The Kraftwerk Union Aktiengesellschaft (Germany, U.S. Pat. No. 4,774,051) later reported production of sintered compacts with uniformly dispersed boron therein, by mixing 2-100 μm UBx (X=2, 4, 12) and B4C powder with 15 μm UO2 powder, respectively, and sintering the respective mixtures under reducing and slightly oxidizing atmospheres.

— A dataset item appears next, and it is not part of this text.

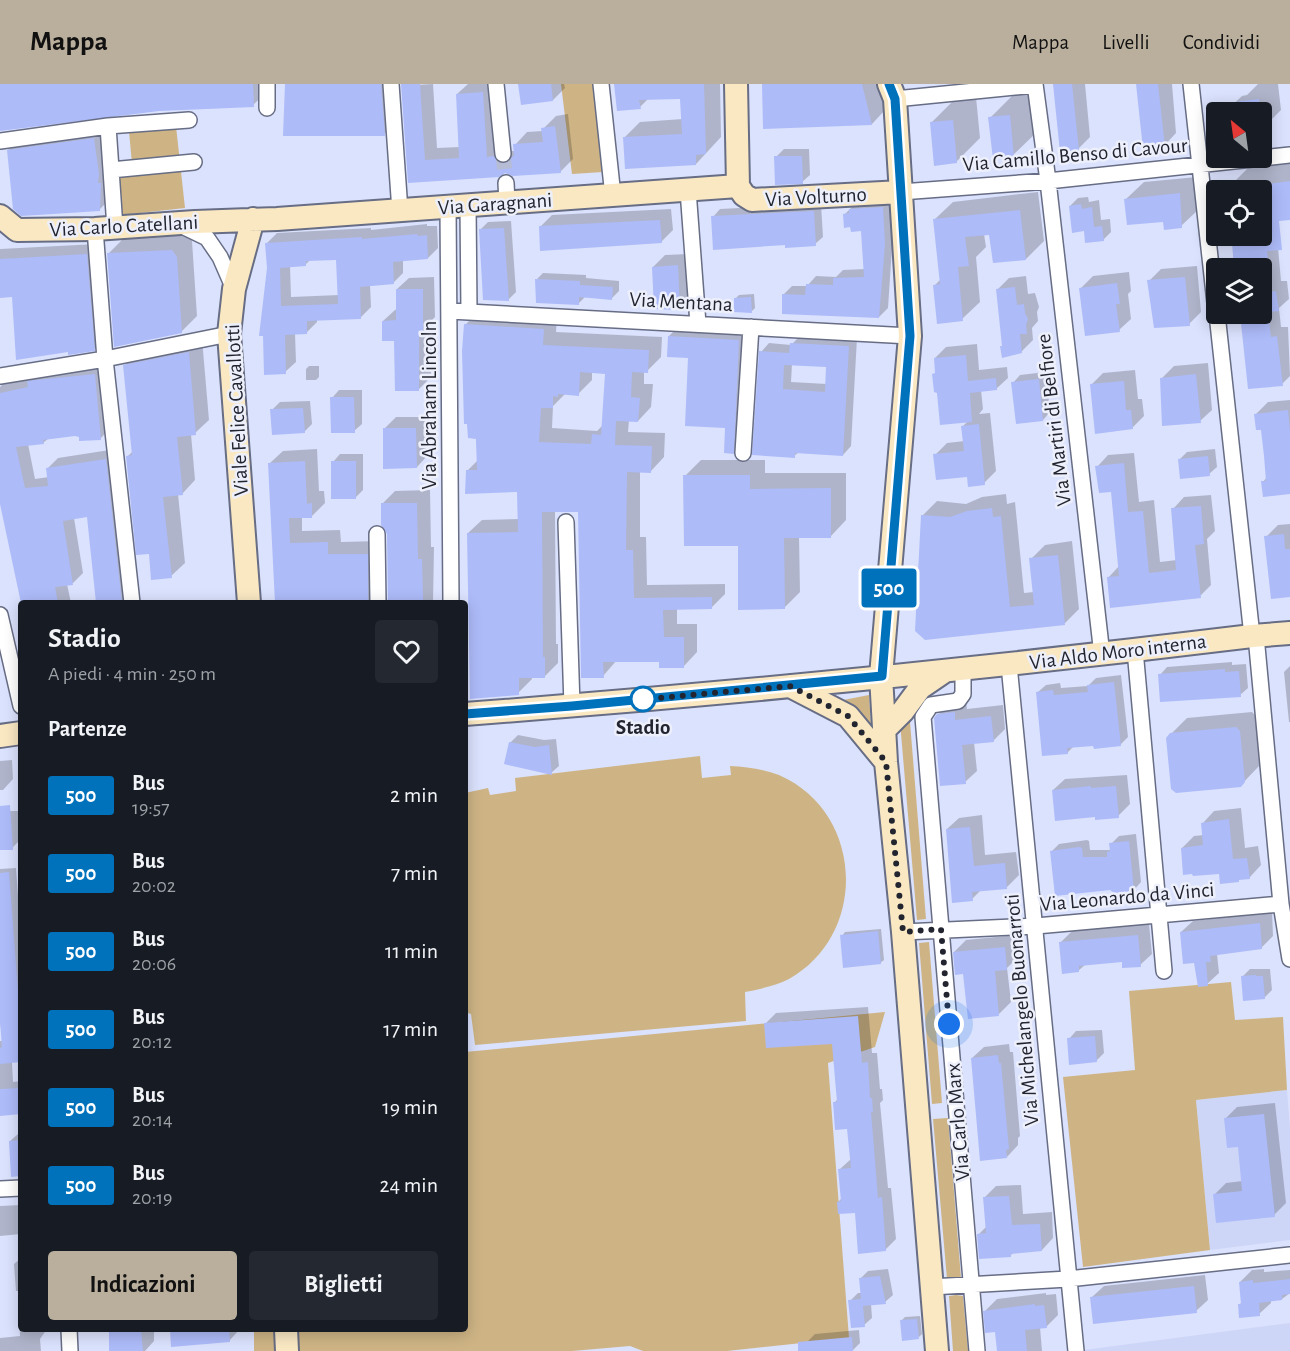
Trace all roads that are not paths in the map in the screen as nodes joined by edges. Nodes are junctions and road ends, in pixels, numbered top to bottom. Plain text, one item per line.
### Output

Although the research reports that the sintered compacts with sintered density exceeding 95% TD were produced by synthesizing UBx (X=2, 4, 12) powder with UO2 powder in advance, and then sintering the same at 1700° C., the temperature similar to the conventionally applied temperature of producing sintered compacts by utilizing reducing atmosphere such as hydrogen gas, there was a difficulty in implementing the process in the conventional sintered pellet producing process because it was necessary to synthesize UBx powder in advance.
It was also reported that sintered compacts with homogenously-dispersed boron at a sintered density of 95% TD (theoretical density) can be fabricated when sintering is performed at low temperature of 1150° C. under slightly oxidizing atmosphere using CO2 gas, and this is considered to be attributable to the following two typical phenomena that occur when UO2 is sintered under slightly oxidizing atmosphere.

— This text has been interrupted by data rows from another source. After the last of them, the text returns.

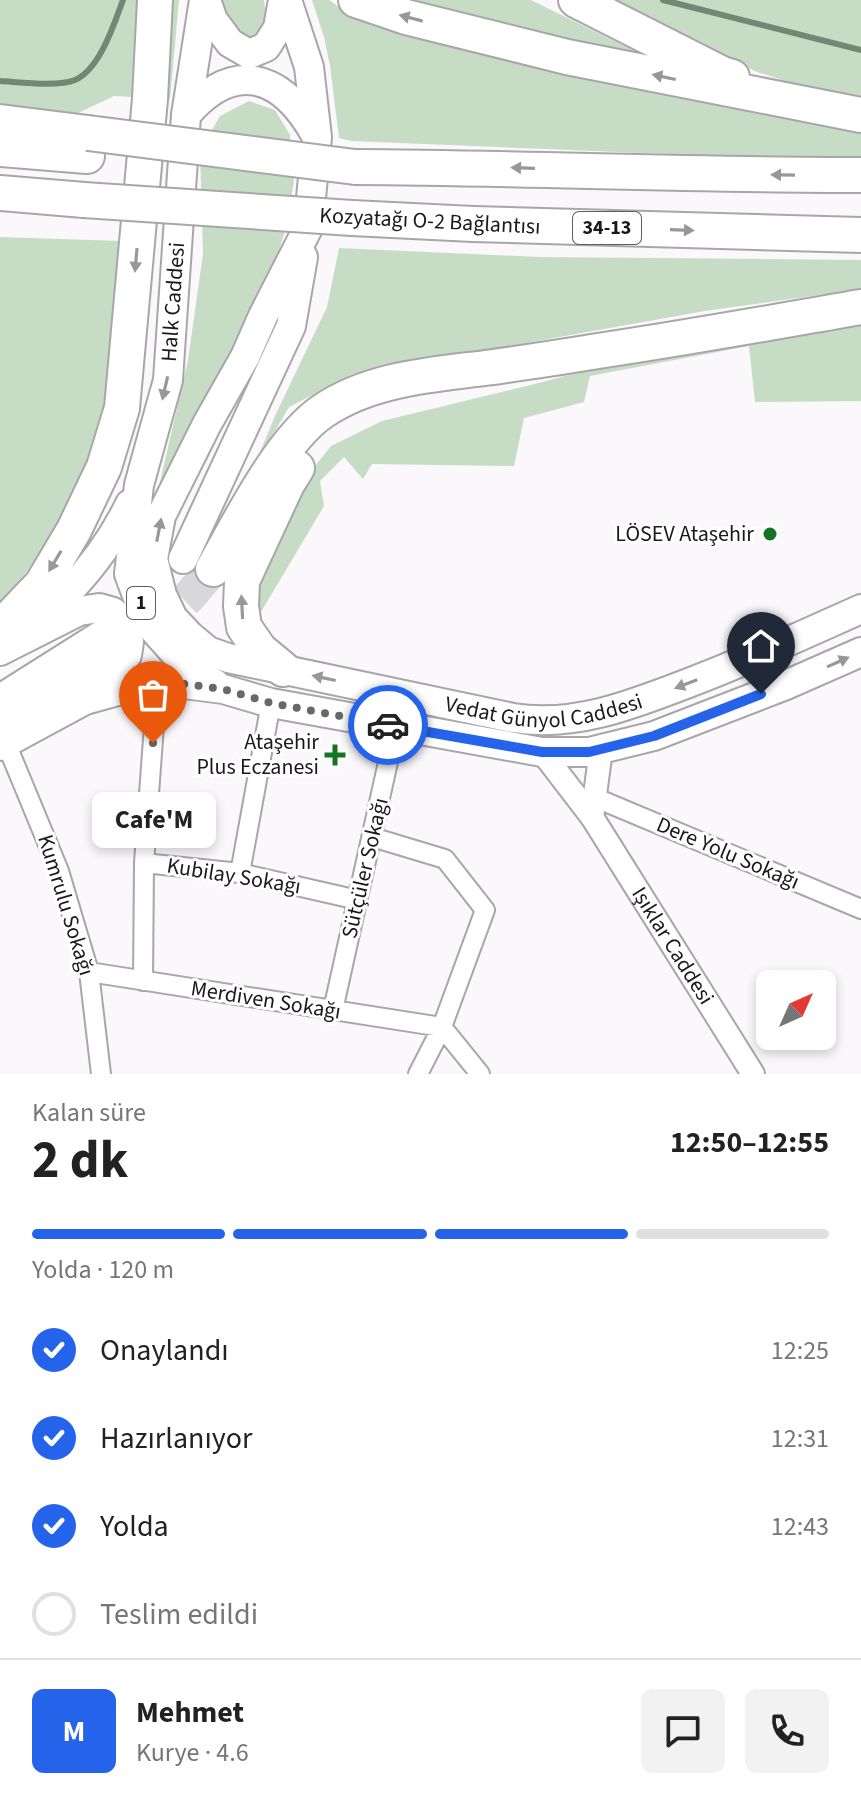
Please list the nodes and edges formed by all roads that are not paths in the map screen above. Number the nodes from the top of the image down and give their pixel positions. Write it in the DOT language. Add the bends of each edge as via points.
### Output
graph roads {
  1 [pos="155,0"];
  2 [pos="205,0"];
  3 [pos="285,0"];
  4 [pos="356,0"];
  5 [pos="576,0"];
  6 [pos="186,115"];
  7 [pos="856,115"];
  8 [pos="0,122"];
  9 [pos="317,137"];
  10 [pos="88,144"];
  11 [pos="0,149"];
  12 [pos="861,175"];
  13 [pos="0,193"];
  14 [pos="84,200"];
  15 [pos="0,202"];
  16 [pos="308,228"];
  17 [pos="861,235"];
  18 [pos="861,307"];
  19 [pos="631,346"];
  20 [pos="139,485"];
  21 [pos="198,564"];
  22 [pos="861,609"];
  23 [pos="0,628"];
  24 [pos="0,643"];
  25 [pos="108,645"];
  26 [pos="0,651"];
  27 [pos="861,652"];
  28 [pos="283,669"];
  29 [pos="157,684"];
  30 [pos="223,689"];
  31 [pos="0,699"];
  32 [pos="85,700"];
  33 [pos="271,703"];
  34 [pos="396,726"];
  35 [pos="2,735"];
  36 [pos="601,750"];
  37 [pos="542,752"];
  38 [pos="594,807"];
  39 [pos="372,837"];
  40 [pos="144,863"];
  41 [pos="240,873"];
  42 [pos="358,900"];
  43 [pos="861,909"];
  44 [pos="89,972"];
  45 [pos="143,981"];
  46 [pos="333,1010"];
  47 [pos="442,1027"];
  48 [pos="101,1074"];
  49 [pos="418,1074"];
  50 [pos="480,1074"];
  51 [pos="753,1074"];
  1 -- 23 [label="highway, one-way" via="122,408 104,467 74,530 42,584"];
  2 -- 3 [label="main road" via="230,43 249,54 266,47 278,28"];
  2 -- 6 [label="main road, Halk Caddesi"];
  3 -- 9 [label="main road" via="309,67"];
  7 -- 4 [label="highway, one-way" via="567,57"];
  5 -- 7 [label="highway" via="722,74"];
  6 -- 9 [label="main road" via="215,88 256,80 274,86 302,112"];
  6 -- 20 [label="main road, Halk Caddesi, one-way" via="168,380"];
  8 -- 10 [label="highway"];
  9 -- 16 [label="main road, Vedat Günyol Caddesi"];
  10 -- 11 [label="highway"];
  12 -- 10 [label="highway, one-way, bridge" via="355,167"];
  13 -- 14 [label="highway, Kozyatağı O-2 Bağlantısı / 34-13"];
  14 -- 15 [label="highway"];
  14 -- 17 [label="highway, Kozyatağı O-2 Bağlantısı / 34-13, one-way, bridge" via="473,224"];
  16 -- 21 [label="main road" via="291,326"];
  28 -- 16 [label="main road, Vedat Günyol Caddesi, one-way" via="208,651 190,636 173,618 153,559 161,516"];
  18 -- 19 [label="highway"];
  19 -- 21 [label="highway" via="402,380 342,399 297,434"];
  28 -- 19 [label="highway, one-way" via="244,627 242,581 287,484 330,429 348,418 421,396"];
  20 -- 24 [label="main road" via="117,531 67,593"];
  20 -- 30 [label="main road, 1" via="129,574 139,601 172,652"];
  22 -- 28 [label="main road, Vedat Günyol Caddesi, one-way" via="736,665 630,705 568,720 513,718"];
  25 -- 31 [label="main road"];
  25 -- 35 [label="highway"];
  26 -- 32 [label="main road" via="79,611 113,612 127,626 127,655"];
  36 -- 27 [label="main road, Vedat Günyol Caddesi, one-way" via="654,736"];
  29 -- 30 [label="main road, Vedat Günyol Caddesi"];
  29 -- 32 [label="main road, Vedat Günyol Caddesi"];
  29 -- 40 [label="street, Kubilay Sokağı"];
  30 -- 33 [label="main road, Vedat Günyol Caddesi"];
  32 -- 35 [label="main road, Vedat Günyol Caddesi"];
  33 -- 34 [label="main road, Vedat Günyol Caddesi"];
  33 -- 41 [label="street"];
  34 -- 37 [label="main road, Vedat Günyol Caddesi"];
  34 -- 39 [label="street, Sütçüler Sokağı"];
  35 -- 44 [label="street, Kumrulu Sokağı" via="59,871"];
  36 -- 37 [label="main road, Vedat Günyol Caddesi"];
  36 -- 38 [label="street"];
  37 -- 38 [label="street, Işıklar Caddesi"];
  38 -- 43 [label="street, Dere Yolu Sokağı"];
  38 -- 51 [label="street, Işıklar Caddesi"];
  39 -- 42 [label="street, Sütçüler Sokağı"];
  39 -- 47 [label="street" via="445,859 485,910"];
  40 -- 41 [label="street, Kubilay Sokağı"];
  40 -- 45 [label="street"];
  41 -- 42 [label="street, Kubilay Sokağı"];
  42 -- 46 [label="street, Sütçüler Sokağı"];
  44 -- 45 [label="street, Merdiven Sokağı"];
  44 -- 48 [label="street, Kumrulu Sokağı"];
  45 -- 46 [label="street, Merdiven Sokağı"];
  46 -- 47 [label="street, Merdiven Sokağı"];
  47 -- 49 [label="street"];
  47 -- 50 [label="street"];
}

Certain slightly oxidizing atmosphere sintering provides the effect of capturing B4C within grains due to fast grain boundary migration (abnormal grain growth) in AUC-UO2. Further, because of higher oxygen partial pressure of CO2 gas atmosphere than reducing gas atmosphere, the oxygen/metal (O/U) ratio of UO2 increases, and as U diffusion coefficient increases, it is possible to densify UO2 compacts even at temperature as low as 1150° C. which does not have sufficient volatilization of B2O3. Accordingly, it is possible to reduce open porosity and boron volatilization can be effectively suppressed because passages for leaking of volatilized B2O3 out of the sintered compacts are removed.
However, because the above phenomena are only observed in UO2 powder made by AUC (wet) process, it is hardly implementable to the other UO2 powders, such as DC-, IDR-, ADU-route UO2 powders. Further, in terms of fabrication, because CO2 gas is used as the sintering atmosphere, the method is hardly compatible with the conventional nuclear fuel sintered compact fabricating process which utilizes reducing atmosphere sintering, and the capturing of CO2 gas with low diffusivity within the porosity of the sintered pellets causes much more swelling of nuclear fuel to aggravate during the irradiation in nuclear reactor. The gases such as CO and CO2 do not normally escape from closed pores in the sintered UO2 pellet because of lower solubility than that of H2 and O2.
Due to the problems mentioned above, it has been never reported that the burnable absorber sintered pellets with uniformly-dispersed boron therein are used in the commercial light-water reactor. That is, the currently-available light-water reactor uses sintered pellets in the form in which boron is coated to surfaces thereof. Studies have been conducted to fabricate integrated burnable poison sintered pellets by uniformly adding SiB4 to UO2, but no attempt of commercialization has been made so far.